Zafar: Fortunately, yes. It is so glad and reassuring and so gratifying to see her that she has, yes, she is completely seizure free since the surgery, the day after the right the next hour of the surgery, she had not had any seizure since then. And on top of that, even better, I’m started to take the medication off which she was taking for seizure, and she is now completely off of all the seizure medication. So not just a seizure is stopped, not just function of all the body, she is now off of all the anti-seizure medication.

Why wouldn’t you do this with any child that is still having seizures and taking medication?

Zafar: So I think that’s the message I want to say that every child who has seizure who are not responding to medication- to a more medication should be evaluated for surgery. And there is a big gap in between how many patients are having seizure to how many actually get to the surgery. To just give you perspective in the US, so we have roughly 200,000 patients who have epilepsy, 100-200,000 patients who have seizures. But only 3,000-4,000 will go to surgery. So all the rest is because of our fear, because of the physician fear, parents fear, because of the complexity of the brain surgery, people do not even refer to this or think about the surgery. We are in a situation- we are fortunately in a place where we have expertise. We have all the equipment, we have the training and staff for the most advanced treatment, so we can help those children. Does not mean that the child who is not close to the hospital cannot get this treatment, but what message is, they can at least talk to their physician, they talk to their neurologist, and they can refer them to the nearest tertiary academic center, which are the epilepsy center like the Duke University Hospital. So we can evaluate children thoroughly, and if child needed the surgery, we will provide the cure for the children.

Anything we’re missing?

Zafar: So I think the point that again, two point I want to make is, one, is that early surgery have better outcome. So rather than waiting and then child is now failing many medication and now it’s 15, 16 and now doing the surgery, what message we as a child pediatric knowledge as a center with advanced epilepsy service, our message is, please consider surgery early if you think medication is not working. Please refer to nearest level 4 epilepsy center so we can guide in advance. So that’s the one message and earlier surgery has better outcome, if the same child, if you have done surgery later in life 2030, we may not have the good outcome of strength coming back. So that’s one. The second thing I want to say that as I told you, there are 100-200,000 patients in the US that had epilepsy, but only 3,000-4,000 go to the surgery. So the message I want to give is this is most under use medical technology and surgical technology of the advanced in this day and age. Epilepsy surgery is most under use technology. So we should be using more, we should be helping more people if they can come to a level 4 or any epilepsy center.

How many patients come out be seizure-free and then what’s the risk?

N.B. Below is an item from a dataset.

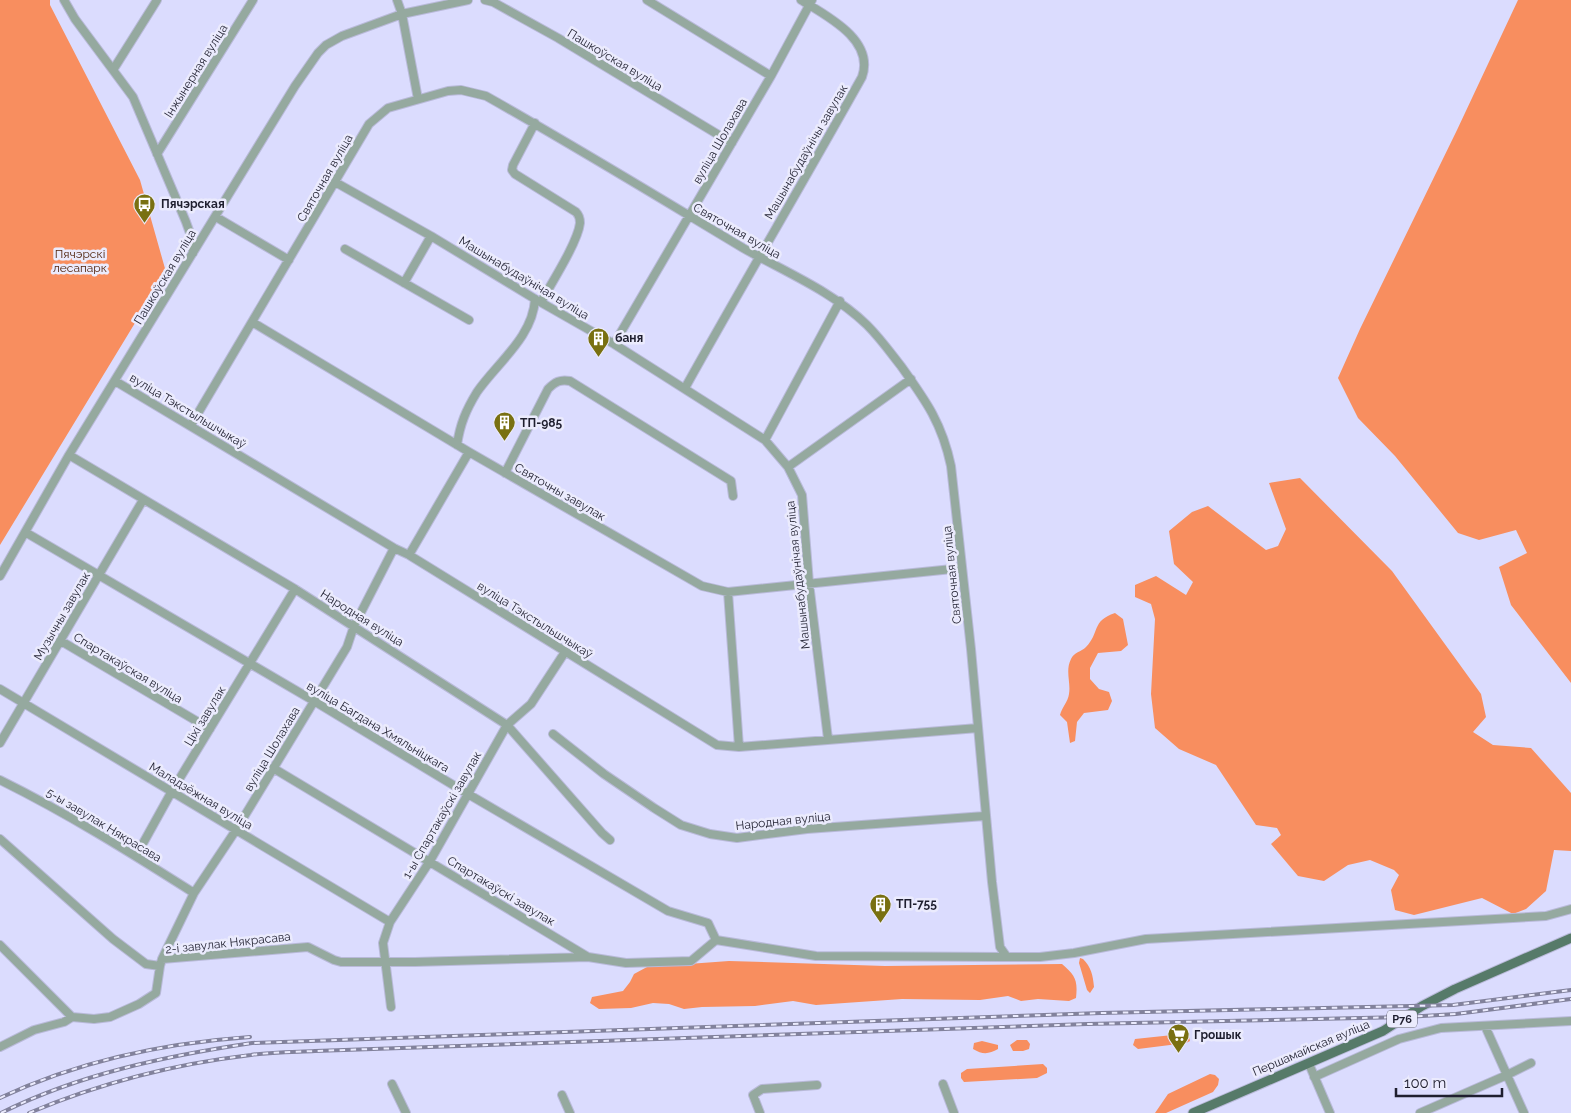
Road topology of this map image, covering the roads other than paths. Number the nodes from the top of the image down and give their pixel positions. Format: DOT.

Zafar: I think of as an odyssey, the patient has to go through this journey, and then we walk with them through the path with our patient. So it is not like when you talk to them first time is get ready for surgery, go to work. It take at least a year or so to get all the testing to get them convinced about and then take their fear out of the surgery to get to that. Two, in terms of the risk for the surgery. So this is, I will say that this is a very complex and advanced procedure. It is done by the neurosurgeon in the advanced facility like here. If the procedure is done with experienced surgeon in the experienced facility that do this a lot, then this is a very safe procedure. Children do roughly 1 or 2% complication. However, this is a very complex surgery, it can have a complication in which you can lose completely that function on that part of the body. You can actually die on the operating room, but the point is if you’re doing in a place which have done a lot, which have expertise like Duke University or other level 4 epilepsy center, then these procedures are relatively safe in a good hand. In terms of the success rate, how many children do well, so hemispheric specifically has a very high success rate, high means, 70-80%. This is very high in epilepsy world, meaning that out of 10 children who get surgery, eight or nine will not have seizure, will not have any medication, will be like Ela.

And the younger the better, right? Can you just touch on that one more time?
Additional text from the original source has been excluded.